PROBLEM TO WORK ON -
In total, how many lines of the data contain the word "numbered"? Only that number is wanted.

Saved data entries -
◇ ◇ ◇ ◇ ◇ ◇ ◇

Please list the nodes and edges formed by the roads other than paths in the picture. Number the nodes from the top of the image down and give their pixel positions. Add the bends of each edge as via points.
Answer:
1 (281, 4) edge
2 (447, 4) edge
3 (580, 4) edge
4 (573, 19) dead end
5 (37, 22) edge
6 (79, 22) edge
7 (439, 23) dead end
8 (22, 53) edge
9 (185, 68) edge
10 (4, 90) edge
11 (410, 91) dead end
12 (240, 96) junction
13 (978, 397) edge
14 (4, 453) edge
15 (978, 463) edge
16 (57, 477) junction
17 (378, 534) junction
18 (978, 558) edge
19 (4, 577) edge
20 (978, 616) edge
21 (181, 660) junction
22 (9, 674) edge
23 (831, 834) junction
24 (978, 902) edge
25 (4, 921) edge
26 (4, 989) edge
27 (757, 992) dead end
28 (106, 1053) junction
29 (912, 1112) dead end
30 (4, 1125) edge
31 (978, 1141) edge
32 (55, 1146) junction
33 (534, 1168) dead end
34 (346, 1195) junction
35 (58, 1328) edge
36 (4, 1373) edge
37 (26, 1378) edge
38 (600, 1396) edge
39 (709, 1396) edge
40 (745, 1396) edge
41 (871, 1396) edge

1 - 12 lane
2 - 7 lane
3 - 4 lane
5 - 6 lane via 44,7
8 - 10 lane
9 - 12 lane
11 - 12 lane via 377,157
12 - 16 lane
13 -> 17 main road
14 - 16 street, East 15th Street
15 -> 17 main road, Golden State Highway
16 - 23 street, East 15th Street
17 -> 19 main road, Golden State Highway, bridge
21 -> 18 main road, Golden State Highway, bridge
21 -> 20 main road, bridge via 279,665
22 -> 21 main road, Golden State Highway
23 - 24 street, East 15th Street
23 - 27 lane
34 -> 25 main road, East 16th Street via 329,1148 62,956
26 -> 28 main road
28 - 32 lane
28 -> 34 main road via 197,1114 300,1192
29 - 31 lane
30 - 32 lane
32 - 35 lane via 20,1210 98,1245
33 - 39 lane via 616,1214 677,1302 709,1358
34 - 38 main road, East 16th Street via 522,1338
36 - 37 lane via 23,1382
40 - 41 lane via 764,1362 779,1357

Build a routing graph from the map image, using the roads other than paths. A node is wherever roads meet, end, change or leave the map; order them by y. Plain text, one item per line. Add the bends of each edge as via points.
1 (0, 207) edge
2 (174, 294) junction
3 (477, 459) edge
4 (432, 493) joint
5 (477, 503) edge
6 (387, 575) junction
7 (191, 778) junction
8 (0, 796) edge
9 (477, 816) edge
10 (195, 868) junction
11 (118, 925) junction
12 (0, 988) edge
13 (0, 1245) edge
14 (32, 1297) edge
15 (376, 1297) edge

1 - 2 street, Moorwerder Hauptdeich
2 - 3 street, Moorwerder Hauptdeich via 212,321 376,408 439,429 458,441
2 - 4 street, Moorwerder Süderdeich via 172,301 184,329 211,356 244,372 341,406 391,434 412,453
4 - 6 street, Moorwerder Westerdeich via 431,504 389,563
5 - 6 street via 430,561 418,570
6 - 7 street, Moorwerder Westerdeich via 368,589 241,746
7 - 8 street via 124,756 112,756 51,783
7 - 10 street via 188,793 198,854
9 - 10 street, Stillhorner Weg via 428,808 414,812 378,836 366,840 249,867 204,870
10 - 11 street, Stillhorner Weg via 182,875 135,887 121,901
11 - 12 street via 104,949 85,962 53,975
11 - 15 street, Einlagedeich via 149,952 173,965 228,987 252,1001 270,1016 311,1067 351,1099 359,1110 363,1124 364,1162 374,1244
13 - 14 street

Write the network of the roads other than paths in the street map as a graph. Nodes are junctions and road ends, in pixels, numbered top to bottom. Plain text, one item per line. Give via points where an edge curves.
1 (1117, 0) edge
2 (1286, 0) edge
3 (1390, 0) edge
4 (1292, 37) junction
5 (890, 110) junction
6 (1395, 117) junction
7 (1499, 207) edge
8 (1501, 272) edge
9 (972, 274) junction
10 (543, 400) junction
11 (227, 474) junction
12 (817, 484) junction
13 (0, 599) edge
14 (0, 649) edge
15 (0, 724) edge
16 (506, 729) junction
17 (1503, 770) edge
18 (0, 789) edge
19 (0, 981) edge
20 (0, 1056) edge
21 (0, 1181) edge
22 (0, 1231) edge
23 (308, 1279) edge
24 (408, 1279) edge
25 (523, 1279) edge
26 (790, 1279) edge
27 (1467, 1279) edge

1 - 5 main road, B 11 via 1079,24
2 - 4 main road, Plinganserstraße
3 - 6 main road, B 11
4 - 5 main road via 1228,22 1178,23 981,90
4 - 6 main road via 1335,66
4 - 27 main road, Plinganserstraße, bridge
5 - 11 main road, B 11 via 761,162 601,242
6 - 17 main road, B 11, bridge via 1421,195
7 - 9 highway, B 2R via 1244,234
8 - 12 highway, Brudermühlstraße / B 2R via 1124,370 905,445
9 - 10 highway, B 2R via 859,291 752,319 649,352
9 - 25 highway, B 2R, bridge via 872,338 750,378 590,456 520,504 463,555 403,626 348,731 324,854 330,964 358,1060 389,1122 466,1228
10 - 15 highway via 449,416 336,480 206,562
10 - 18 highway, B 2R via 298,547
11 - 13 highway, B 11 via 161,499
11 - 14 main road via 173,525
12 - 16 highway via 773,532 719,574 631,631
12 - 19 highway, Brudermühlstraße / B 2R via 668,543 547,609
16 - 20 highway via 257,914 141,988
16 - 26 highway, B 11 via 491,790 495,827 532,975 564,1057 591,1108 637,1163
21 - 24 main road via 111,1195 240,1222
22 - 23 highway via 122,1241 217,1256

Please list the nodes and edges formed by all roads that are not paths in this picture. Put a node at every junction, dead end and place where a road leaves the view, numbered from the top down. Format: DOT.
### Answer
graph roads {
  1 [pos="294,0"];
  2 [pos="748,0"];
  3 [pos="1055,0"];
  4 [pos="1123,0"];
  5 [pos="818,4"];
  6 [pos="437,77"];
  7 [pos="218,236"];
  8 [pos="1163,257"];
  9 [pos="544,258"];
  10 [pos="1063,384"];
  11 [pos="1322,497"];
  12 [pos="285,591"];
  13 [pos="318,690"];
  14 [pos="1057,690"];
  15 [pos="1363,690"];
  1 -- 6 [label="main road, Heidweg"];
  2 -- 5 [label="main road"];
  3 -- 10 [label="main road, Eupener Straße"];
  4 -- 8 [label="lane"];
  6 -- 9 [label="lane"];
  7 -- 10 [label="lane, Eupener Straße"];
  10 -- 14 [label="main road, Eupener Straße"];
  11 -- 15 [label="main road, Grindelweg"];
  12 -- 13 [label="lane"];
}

◇ ◇ ◇ ◇ ◇ ◇ ◇

RESPONSE TO THIS TASK -
2